> [WHAT THE TASK REQUIRES]: Give back the entries below verbatim.

START SOURCE MATERIAL

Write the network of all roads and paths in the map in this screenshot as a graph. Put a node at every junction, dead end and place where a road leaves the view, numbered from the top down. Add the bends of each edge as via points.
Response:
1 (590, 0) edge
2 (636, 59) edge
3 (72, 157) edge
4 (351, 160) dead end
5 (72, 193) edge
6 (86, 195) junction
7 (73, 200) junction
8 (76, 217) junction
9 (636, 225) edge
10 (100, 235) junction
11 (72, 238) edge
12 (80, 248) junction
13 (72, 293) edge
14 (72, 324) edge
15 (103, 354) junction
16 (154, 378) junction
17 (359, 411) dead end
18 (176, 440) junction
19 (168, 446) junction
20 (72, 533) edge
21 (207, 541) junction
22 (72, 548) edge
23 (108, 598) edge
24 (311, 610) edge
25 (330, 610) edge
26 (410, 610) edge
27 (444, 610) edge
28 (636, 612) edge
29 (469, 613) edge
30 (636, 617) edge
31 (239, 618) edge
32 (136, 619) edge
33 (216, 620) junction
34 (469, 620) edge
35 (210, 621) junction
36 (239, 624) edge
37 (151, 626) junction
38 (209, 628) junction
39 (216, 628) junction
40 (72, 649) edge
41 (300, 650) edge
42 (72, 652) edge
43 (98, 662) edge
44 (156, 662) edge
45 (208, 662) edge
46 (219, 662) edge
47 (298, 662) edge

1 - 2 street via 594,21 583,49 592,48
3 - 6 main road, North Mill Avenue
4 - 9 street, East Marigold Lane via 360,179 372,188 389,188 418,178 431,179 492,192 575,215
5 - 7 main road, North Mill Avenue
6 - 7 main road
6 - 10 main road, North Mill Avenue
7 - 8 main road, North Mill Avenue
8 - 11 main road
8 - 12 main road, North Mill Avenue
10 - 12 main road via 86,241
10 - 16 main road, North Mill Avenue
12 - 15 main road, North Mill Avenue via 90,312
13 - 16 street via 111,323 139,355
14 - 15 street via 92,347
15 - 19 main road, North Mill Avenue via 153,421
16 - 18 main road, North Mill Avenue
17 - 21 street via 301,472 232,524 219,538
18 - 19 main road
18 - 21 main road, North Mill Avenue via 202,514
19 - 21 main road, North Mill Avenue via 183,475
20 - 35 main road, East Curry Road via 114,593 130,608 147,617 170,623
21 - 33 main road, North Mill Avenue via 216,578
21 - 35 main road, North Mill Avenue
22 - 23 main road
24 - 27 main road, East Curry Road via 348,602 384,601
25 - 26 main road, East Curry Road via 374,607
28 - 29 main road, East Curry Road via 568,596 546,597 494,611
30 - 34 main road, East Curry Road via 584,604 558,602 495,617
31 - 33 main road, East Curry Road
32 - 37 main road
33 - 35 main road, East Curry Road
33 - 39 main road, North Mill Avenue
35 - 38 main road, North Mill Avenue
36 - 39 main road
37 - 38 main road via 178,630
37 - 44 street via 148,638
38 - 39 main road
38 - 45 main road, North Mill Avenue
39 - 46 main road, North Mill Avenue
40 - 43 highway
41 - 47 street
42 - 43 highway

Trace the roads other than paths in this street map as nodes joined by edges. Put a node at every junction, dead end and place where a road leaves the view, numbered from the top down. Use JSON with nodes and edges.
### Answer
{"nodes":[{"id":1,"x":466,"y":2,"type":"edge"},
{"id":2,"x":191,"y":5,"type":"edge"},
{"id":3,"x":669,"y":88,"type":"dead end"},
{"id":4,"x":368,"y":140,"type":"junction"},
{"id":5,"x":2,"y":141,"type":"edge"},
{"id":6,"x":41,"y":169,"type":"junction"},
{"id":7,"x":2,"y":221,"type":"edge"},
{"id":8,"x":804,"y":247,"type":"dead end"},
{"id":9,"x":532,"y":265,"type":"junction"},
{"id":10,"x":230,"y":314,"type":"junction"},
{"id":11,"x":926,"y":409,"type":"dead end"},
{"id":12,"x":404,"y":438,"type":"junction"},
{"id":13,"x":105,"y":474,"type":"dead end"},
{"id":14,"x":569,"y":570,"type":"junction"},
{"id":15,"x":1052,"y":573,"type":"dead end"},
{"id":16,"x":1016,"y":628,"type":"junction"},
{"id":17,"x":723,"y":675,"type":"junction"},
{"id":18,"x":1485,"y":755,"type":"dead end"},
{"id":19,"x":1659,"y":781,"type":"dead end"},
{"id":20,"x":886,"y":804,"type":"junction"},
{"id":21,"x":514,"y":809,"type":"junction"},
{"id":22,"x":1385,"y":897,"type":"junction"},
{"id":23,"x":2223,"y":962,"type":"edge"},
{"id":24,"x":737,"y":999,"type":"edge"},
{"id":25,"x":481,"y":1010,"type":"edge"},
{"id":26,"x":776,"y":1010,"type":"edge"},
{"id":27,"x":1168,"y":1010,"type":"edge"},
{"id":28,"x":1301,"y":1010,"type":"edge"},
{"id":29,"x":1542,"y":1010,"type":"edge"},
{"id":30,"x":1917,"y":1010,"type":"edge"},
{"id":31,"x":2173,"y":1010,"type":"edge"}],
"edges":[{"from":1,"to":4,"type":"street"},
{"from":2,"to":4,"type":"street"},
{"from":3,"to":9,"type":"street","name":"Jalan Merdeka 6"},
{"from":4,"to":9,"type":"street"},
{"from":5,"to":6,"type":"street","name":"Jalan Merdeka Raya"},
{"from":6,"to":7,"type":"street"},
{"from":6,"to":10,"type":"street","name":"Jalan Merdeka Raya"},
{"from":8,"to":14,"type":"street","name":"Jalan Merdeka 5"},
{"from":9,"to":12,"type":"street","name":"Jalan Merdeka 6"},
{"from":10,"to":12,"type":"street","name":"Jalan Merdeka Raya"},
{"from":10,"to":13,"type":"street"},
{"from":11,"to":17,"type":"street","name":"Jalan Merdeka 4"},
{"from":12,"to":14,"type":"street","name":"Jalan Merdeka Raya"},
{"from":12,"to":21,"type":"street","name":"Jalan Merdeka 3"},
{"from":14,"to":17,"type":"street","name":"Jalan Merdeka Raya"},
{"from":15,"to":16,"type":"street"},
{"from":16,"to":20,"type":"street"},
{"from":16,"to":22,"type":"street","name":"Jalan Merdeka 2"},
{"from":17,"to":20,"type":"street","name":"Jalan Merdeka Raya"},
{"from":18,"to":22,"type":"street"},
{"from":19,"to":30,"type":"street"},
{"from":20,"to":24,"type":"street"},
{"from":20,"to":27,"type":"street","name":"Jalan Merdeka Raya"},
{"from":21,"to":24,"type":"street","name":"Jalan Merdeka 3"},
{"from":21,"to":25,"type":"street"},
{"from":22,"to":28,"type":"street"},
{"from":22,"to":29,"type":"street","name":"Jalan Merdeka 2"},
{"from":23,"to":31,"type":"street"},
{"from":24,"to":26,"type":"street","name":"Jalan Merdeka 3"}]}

END SOURCE MATERIAL

> [WRITTEN SOLUTION]:
Write the network of all roads and paths in the map in this screenshot as a graph. Put a node at every junction, dead end and place where a road leaves the view, numbered from the top down. Add the bends of each edge as via points.
Response:
1 (590, 0) edge
2 (636, 59) edge
3 (72, 157) edge
4 (351, 160) dead end
5 (72, 193) edge
6 (86, 195) junction
7 (73, 200) junction
8 (76, 217) junction
9 (636, 225) edge
10 (100, 235) junction
11 (72, 238) edge
12 (80, 248) junction
13 (72, 293) edge
14 (72, 324) edge
15 (103, 354) junction
16 (154, 378) junction
17 (359, 411) dead end
18 (176, 440) junction
19 (168, 446) junction
20 (72, 533) edge
21 (207, 541) junction
22 (72, 548) edge
23 (108, 598) edge
24 (311, 610) edge
25 (330, 610) edge
26 (410, 610) edge
27 (444, 610) edge
28 (636, 612) edge
29 (469, 613) edge
30 (636, 617) edge
31 (239, 618) edge
32 (136, 619) edge
33 (216, 620) junction
34 (469, 620) edge
35 (210, 621) junction
36 (239, 624) edge
37 (151, 626) junction
38 (209, 628) junction
39 (216, 628) junction
40 (72, 649) edge
41 (300, 650) edge
42 (72, 652) edge
43 (98, 662) edge
44 (156, 662) edge
45 (208, 662) edge
46 (219, 662) edge
47 (298, 662) edge

1 - 2 street via 594,21 583,49 592,48
3 - 6 main road, North Mill Avenue
4 - 9 street, East Marigold Lane via 360,179 372,188 389,188 418,178 431,179 492,192 575,215
5 - 7 main road, North Mill Avenue
6 - 7 main road
6 - 10 main road, North Mill Avenue
7 - 8 main road, North Mill Avenue
8 - 11 main road
8 - 12 main road, North Mill Avenue
10 - 12 main road via 86,241
10 - 16 main road, North Mill Avenue
12 - 15 main road, North Mill Avenue via 90,312
13 - 16 street via 111,323 139,355
14 - 15 street via 92,347
15 - 19 main road, North Mill Avenue via 153,421
16 - 18 main road, North Mill Avenue
17 - 21 street via 301,472 232,524 219,538
18 - 19 main road
18 - 21 main road, North Mill Avenue via 202,514
19 - 21 main road, North Mill Avenue via 183,475
20 - 35 main road, East Curry Road via 114,593 130,608 147,617 170,623
21 - 33 main road, North Mill Avenue via 216,578
21 - 35 main road, North Mill Avenue
22 - 23 main road
24 - 27 main road, East Curry Road via 348,602 384,601
25 - 26 main road, East Curry Road via 374,607
28 - 29 main road, East Curry Road via 568,596 546,597 494,611
30 - 34 main road, East Curry Road via 584,604 558,602 495,617
31 - 33 main road, East Curry Road
32 - 37 main road
33 - 35 main road, East Curry Road
33 - 39 main road, North Mill Avenue
35 - 38 main road, North Mill Avenue
36 - 39 main road
37 - 38 main road via 178,630
37 - 44 street via 148,638
38 - 39 main road
38 - 45 main road, North Mill Avenue
39 - 46 main road, North Mill Avenue
40 - 43 highway
41 - 47 street
42 - 43 highway

Trace the roads other than paths in this street map as nodes joined by edges. Put a node at every junction, dead end and place where a road leaves the view, numbered from the top down. Use JSON with nodes and edges.
### Answer
{"nodes":[{"id":1,"x":466,"y":2,"type":"edge"},
{"id":2,"x":191,"y":5,"type":"edge"},
{"id":3,"x":669,"y":88,"type":"dead end"},
{"id":4,"x":368,"y":140,"type":"junction"},
{"id":5,"x":2,"y":141,"type":"edge"},
{"id":6,"x":41,"y":169,"type":"junction"},
{"id":7,"x":2,"y":221,"type":"edge"},
{"id":8,"x":804,"y":247,"type":"dead end"},
{"id":9,"x":532,"y":265,"type":"junction"},
{"id":10,"x":230,"y":314,"type":"junction"},
{"id":11,"x":926,"y":409,"type":"dead end"},
{"id":12,"x":404,"y":438,"type":"junction"},
{"id":13,"x":105,"y":474,"type":"dead end"},
{"id":14,"x":569,"y":570,"type":"junction"},
{"id":15,"x":1052,"y":573,"type":"dead end"},
{"id":16,"x":1016,"y":628,"type":"junction"},
{"id":17,"x":723,"y":675,"type":"junction"},
{"id":18,"x":1485,"y":755,"type":"dead end"},
{"id":19,"x":1659,"y":781,"type":"dead end"},
{"id":20,"x":886,"y":804,"type":"junction"},
{"id":21,"x":514,"y":809,"type":"junction"},
{"id":22,"x":1385,"y":897,"type":"junction"},
{"id":23,"x":2223,"y":962,"type":"edge"},
{"id":24,"x":737,"y":999,"type":"edge"},
{"id":25,"x":481,"y":1010,"type":"edge"},
{"id":26,"x":776,"y":1010,"type":"edge"},
{"id":27,"x":1168,"y":1010,"type":"edge"},
{"id":28,"x":1301,"y":1010,"type":"edge"},
{"id":29,"x":1542,"y":1010,"type":"edge"},
{"id":30,"x":1917,"y":1010,"type":"edge"},
{"id":31,"x":2173,"y":1010,"type":"edge"}],
"edges":[{"from":1,"to":4,"type":"street"},
{"from":2,"to":4,"type":"street"},
{"from":3,"to":9,"type":"street","name":"Jalan Merdeka 6"},
{"from":4,"to":9,"type":"street"},
{"from":5,"to":6,"type":"street","name":"Jalan Merdeka Raya"},
{"from":6,"to":7,"type":"street"},
{"from":6,"to":10,"type":"street","name":"Jalan Merdeka Raya"},
{"from":8,"to":14,"type":"street","name":"Jalan Merdeka 5"},
{"from":9,"to":12,"type":"street","name":"Jalan Merdeka 6"},
{"from":10,"to":12,"type":"street","name":"Jalan Merdeka Raya"},
{"from":10,"to":13,"type":"street"},
{"from":11,"to":17,"type":"street","name":"Jalan Merdeka 4"},
{"from":12,"to":14,"type":"street","name":"Jalan Merdeka Raya"},
{"from":12,"to":21,"type":"street","name":"Jalan Merdeka 3"},
{"from":14,"to":17,"type":"street","name":"Jalan Merdeka Raya"},
{"from":15,"to":16,"type":"street"},
{"from":16,"to":20,"type":"street"},
{"from":16,"to":22,"type":"street","name":"Jalan Merdeka 2"},
{"from":17,"to":20,"type":"street","name":"Jalan Merdeka Raya"},
{"from":18,"to":22,"type":"street"},
{"from":19,"to":30,"type":"street"},
{"from":20,"to":24,"type":"street"},
{"from":20,"to":27,"type":"street","name":"Jalan Merdeka Raya"},
{"from":21,"to":24,"type":"street","name":"Jalan Merdeka 3"},
{"from":21,"to":25,"type":"street"},
{"from":22,"to":28,"type":"street"},
{"from":22,"to":29,"type":"street","name":"Jalan Merdeka 2"},
{"from":23,"to":31,"type":"street"},
{"from":24,"to":26,"type":"street","name":"Jalan Merdeka 3"}]}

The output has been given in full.